Dataset entries
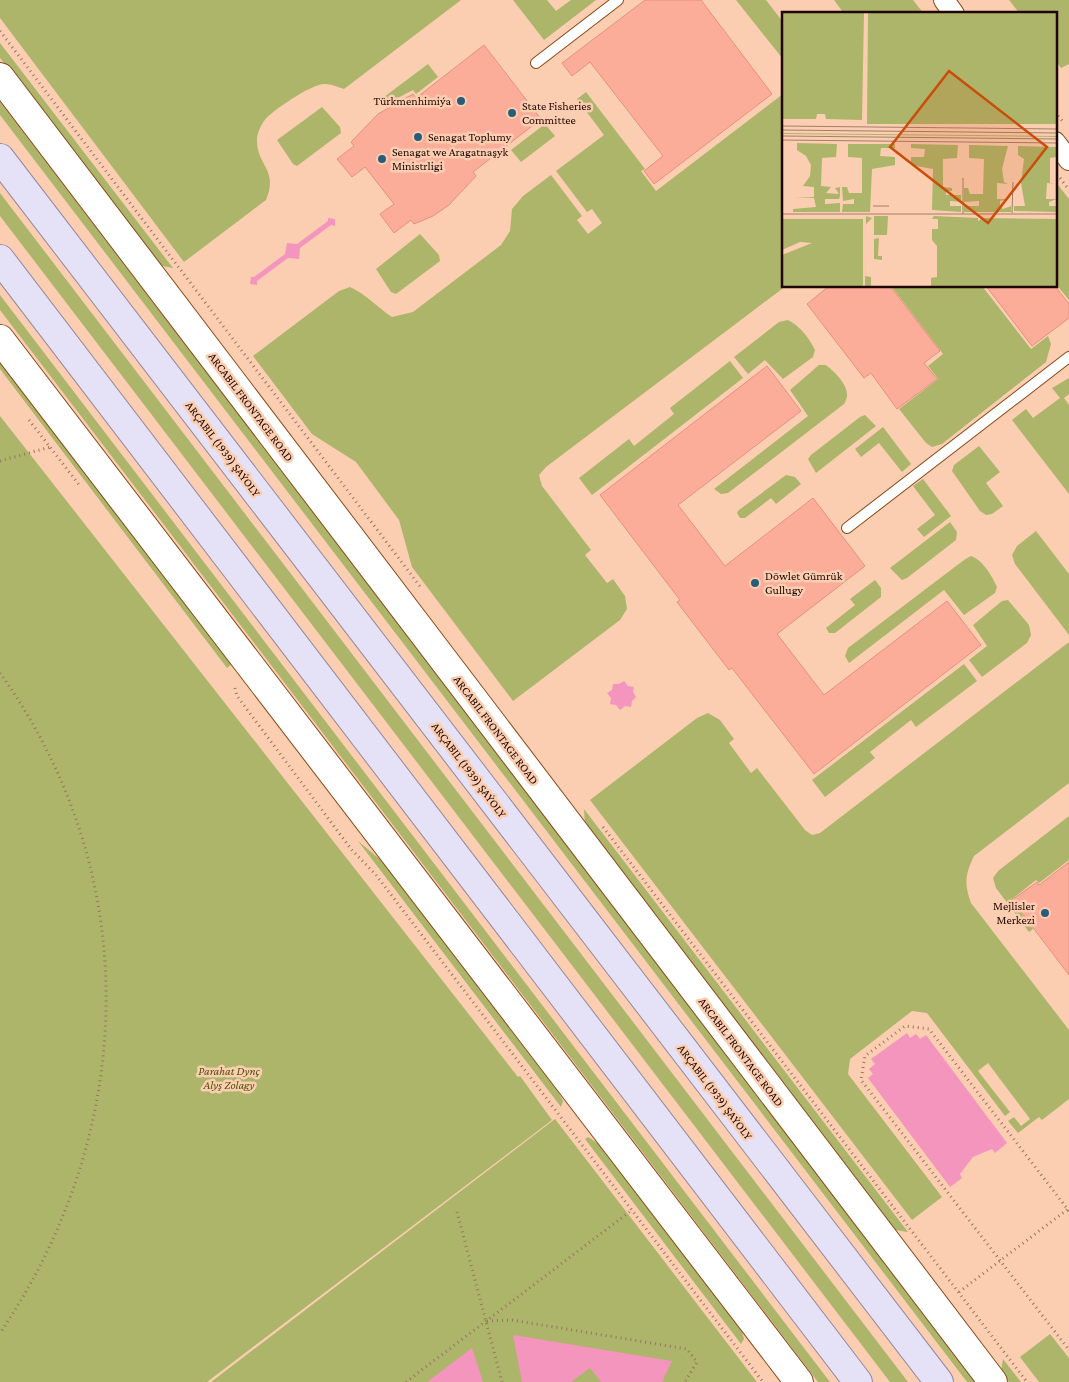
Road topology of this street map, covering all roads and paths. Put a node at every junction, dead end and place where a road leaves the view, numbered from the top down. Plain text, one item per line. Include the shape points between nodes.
1 (618, 0) edge
2 (944, 0) edge
3 (953, 12) edge
4 (0, 31) edge
5 (536, 63) dead end
6 (0, 77) edge
7 (1056, 113) edge
8 (1069, 130) edge
9 (1056, 143) edge
10 (0, 158) edge
11 (1069, 160) edge
12 (1056, 173) edge
13 (1069, 190) edge
14 (0, 259) edge
15 (0, 339) edge
16 (1069, 357) edge
17 (28, 418) dead end
18 (50, 447) junction
19 (0, 461) edge
20 (86, 494) dead end
21 (847, 528) dead end
22 (424, 592) dead end
23 (0, 673) edge
24 (230, 681) dead end
25 (600, 823) dead end
26 (632, 1210) junction
27 (1068, 1210) edge
28 (457, 1212) dead end
29 (1000, 1261) junction
30 (959, 1292) junction
31 (486, 1321) junction
32 (0, 1333) edge
33 (1069, 1350) edge
34 (406, 1382) edge
35 (502, 1382) edge
36 (685, 1382) edge
37 (763, 1382) edge
38 (799, 1382) edge
39 (858, 1382) edge
40 (939, 1382) edge
41 (993, 1382) edge
42 (1027, 1382) edge

1 - 5 lane
2 - 3 street
4 - 22 path
6 - 41 street, ARCABIL FRONTAGE ROAD
7 - 8 path
9 - 11 street
10 - 40 main road, ARÇABIL (1939) ŞAÝOLY
12 - 13 path
14 - 39 main road
15 - 38 street
16 - 21 lane
17 - 18 path
18 - 19 path
18 - 20 path
23 - 32 path via 23,705 61,776 84,844 94,882 107,1009 102,1074 76,1180 37,1272
24 - 26 path via 261,732 271,740 351,849 376,875
25 - 30 path
26 - 31 path
26 - 37 path
27 - 29 path
27 - 29 path via 929,1029 905,1026 865,1056 861,1080
28 - 31 path
29 - 30 path
29 - 33 path
30 - 42 path
31 - 34 path
31 - 35 path
31 - 36 path via 512,1320 688,1349 697,1362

▶ _WORK TO BE COMPLETED_:
When copying, output the data exactly and leave out the pictures.

▶ _EXERCISE RESULT_:
Road topology of this street map, covering all roads and paths. Put a node at every junction, dead end and place where a road leaves the view, numbered from the top down. Plain text, one item per line. Include the shape points between nodes.
1 (618, 0) edge
2 (944, 0) edge
3 (953, 12) edge
4 (0, 31) edge
5 (536, 63) dead end
6 (0, 77) edge
7 (1056, 113) edge
8 (1069, 130) edge
9 (1056, 143) edge
10 (0, 158) edge
11 (1069, 160) edge
12 (1056, 173) edge
13 (1069, 190) edge
14 (0, 259) edge
15 (0, 339) edge
16 (1069, 357) edge
17 (28, 418) dead end
18 (50, 447) junction
19 (0, 461) edge
20 (86, 494) dead end
21 (847, 528) dead end
22 (424, 592) dead end
23 (0, 673) edge
24 (230, 681) dead end
25 (600, 823) dead end
26 (632, 1210) junction
27 (1068, 1210) edge
28 (457, 1212) dead end
29 (1000, 1261) junction
30 (959, 1292) junction
31 (486, 1321) junction
32 (0, 1333) edge
33 (1069, 1350) edge
34 (406, 1382) edge
35 (502, 1382) edge
36 (685, 1382) edge
37 (763, 1382) edge
38 (799, 1382) edge
39 (858, 1382) edge
40 (939, 1382) edge
41 (993, 1382) edge
42 (1027, 1382) edge

1 - 5 lane
2 - 3 street
4 - 22 path
6 - 41 street, ARCABIL FRONTAGE ROAD
7 - 8 path
9 - 11 street
10 - 40 main road, ARÇABIL (1939) ŞAÝOLY
12 - 13 path
14 - 39 main road
15 - 38 street
16 - 21 lane
17 - 18 path
18 - 19 path
18 - 20 path
23 - 32 path via 23,705 61,776 84,844 94,882 107,1009 102,1074 76,1180 37,1272
24 - 26 path via 261,732 271,740 351,849 376,875
25 - 30 path
26 - 31 path
26 - 37 path
27 - 29 path
27 - 29 path via 929,1029 905,1026 865,1056 861,1080
28 - 31 path
29 - 30 path
29 - 33 path
30 - 42 path
31 - 34 path
31 - 35 path
31 - 36 path via 512,1320 688,1349 697,1362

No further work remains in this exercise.